**The input**
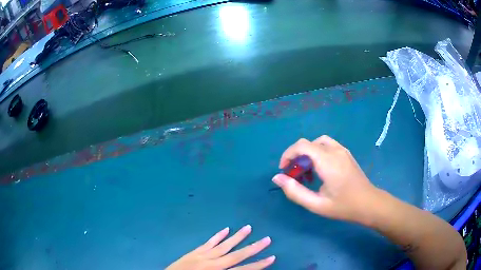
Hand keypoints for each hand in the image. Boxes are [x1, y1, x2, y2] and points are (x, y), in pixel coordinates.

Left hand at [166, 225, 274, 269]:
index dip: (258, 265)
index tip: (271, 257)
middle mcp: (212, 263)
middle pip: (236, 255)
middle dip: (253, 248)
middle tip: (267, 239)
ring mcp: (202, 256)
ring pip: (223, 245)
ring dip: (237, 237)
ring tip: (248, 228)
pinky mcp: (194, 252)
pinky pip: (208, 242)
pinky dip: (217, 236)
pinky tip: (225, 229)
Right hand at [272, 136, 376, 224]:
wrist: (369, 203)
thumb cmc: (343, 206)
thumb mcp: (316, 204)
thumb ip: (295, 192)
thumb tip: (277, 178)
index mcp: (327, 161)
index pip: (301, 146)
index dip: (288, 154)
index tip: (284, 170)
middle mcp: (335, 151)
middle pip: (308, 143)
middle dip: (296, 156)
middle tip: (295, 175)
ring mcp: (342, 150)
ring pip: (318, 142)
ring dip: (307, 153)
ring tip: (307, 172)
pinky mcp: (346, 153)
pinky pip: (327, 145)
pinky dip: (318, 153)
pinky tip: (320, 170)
...
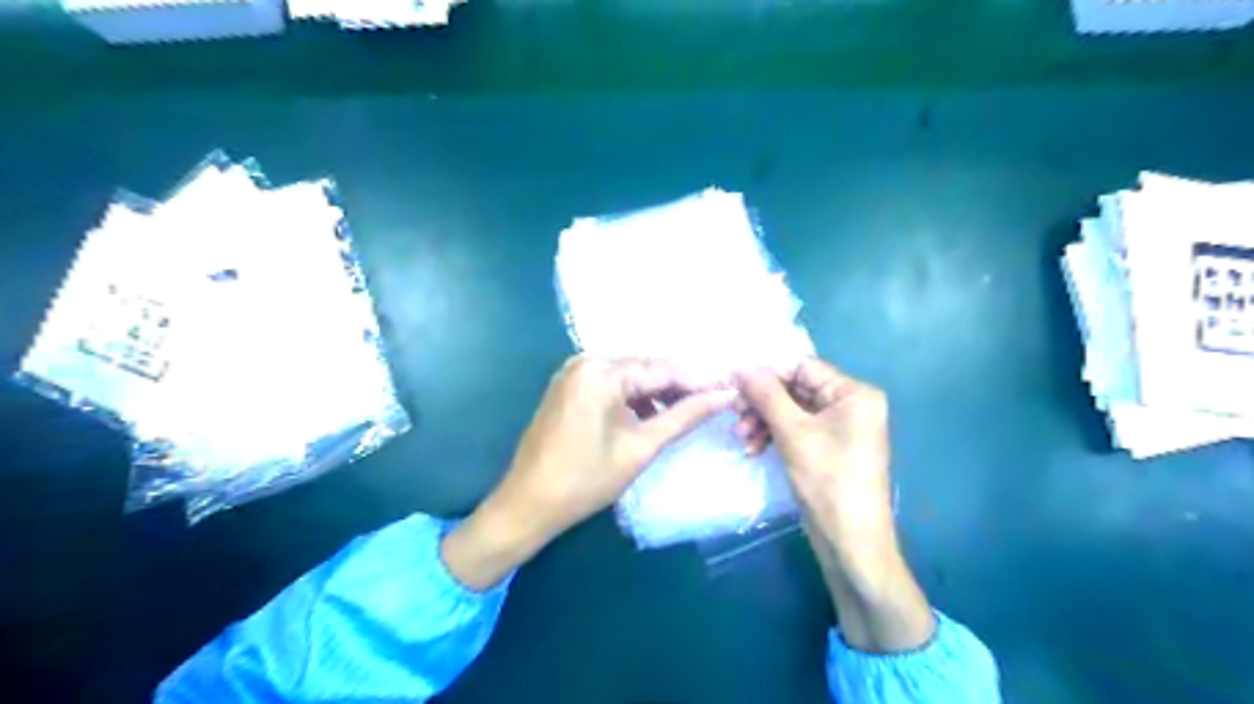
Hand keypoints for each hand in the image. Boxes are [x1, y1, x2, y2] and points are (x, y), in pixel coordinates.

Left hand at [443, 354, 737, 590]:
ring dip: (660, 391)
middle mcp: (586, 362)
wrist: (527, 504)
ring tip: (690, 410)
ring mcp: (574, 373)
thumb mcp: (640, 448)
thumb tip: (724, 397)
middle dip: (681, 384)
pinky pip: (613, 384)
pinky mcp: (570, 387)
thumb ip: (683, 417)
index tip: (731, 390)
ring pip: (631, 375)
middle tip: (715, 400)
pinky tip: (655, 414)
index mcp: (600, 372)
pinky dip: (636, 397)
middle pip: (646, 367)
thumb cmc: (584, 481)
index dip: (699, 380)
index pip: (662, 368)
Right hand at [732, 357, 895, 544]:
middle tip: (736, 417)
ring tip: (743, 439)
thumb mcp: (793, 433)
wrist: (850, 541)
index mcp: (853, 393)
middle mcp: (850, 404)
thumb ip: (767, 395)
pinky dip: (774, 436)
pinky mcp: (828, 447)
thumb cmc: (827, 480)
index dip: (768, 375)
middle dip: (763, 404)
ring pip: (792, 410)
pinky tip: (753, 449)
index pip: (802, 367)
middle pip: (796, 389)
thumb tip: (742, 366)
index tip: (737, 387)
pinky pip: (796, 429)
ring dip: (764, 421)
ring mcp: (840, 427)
* * *
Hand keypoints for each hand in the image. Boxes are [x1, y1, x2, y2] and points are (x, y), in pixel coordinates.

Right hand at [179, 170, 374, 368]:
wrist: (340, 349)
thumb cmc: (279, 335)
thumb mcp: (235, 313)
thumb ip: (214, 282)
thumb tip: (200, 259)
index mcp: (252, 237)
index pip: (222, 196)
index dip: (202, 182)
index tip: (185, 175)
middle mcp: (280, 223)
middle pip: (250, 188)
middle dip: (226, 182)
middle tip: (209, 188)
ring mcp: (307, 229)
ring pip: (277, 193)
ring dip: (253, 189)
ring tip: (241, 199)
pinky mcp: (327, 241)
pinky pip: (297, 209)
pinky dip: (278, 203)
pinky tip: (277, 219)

**Task brief**
In the listing above, find the line with "pinky pip: (208, 242)" and the line with "pinky tip: (320, 170)", then print exactly those lines and every line between them.

**Problem solution**
pinky pip: (208, 242)
pinky dip: (217, 236)
pinky tip: (225, 229)
Right hand at [272, 136, 376, 224]:
wrist: (369, 203)
thumb cmc: (343, 206)
thumb mcp: (316, 204)
thumb ip: (295, 192)
thumb tip: (277, 178)
index mcp: (327, 161)
index pip: (301, 146)
index dip: (288, 154)
index tip: (284, 170)
middle mcp: (335, 151)
middle pip: (308, 143)
middle dip: (296, 156)
middle tip: (295, 175)
ring mcp: (342, 150)
ring pip: (318, 142)
ring dip: (307, 153)
ring tip: (307, 172)
pinky mcp: (346, 153)
pinky pip: (327, 145)
pinky dip: (318, 153)
pinky tip: (320, 170)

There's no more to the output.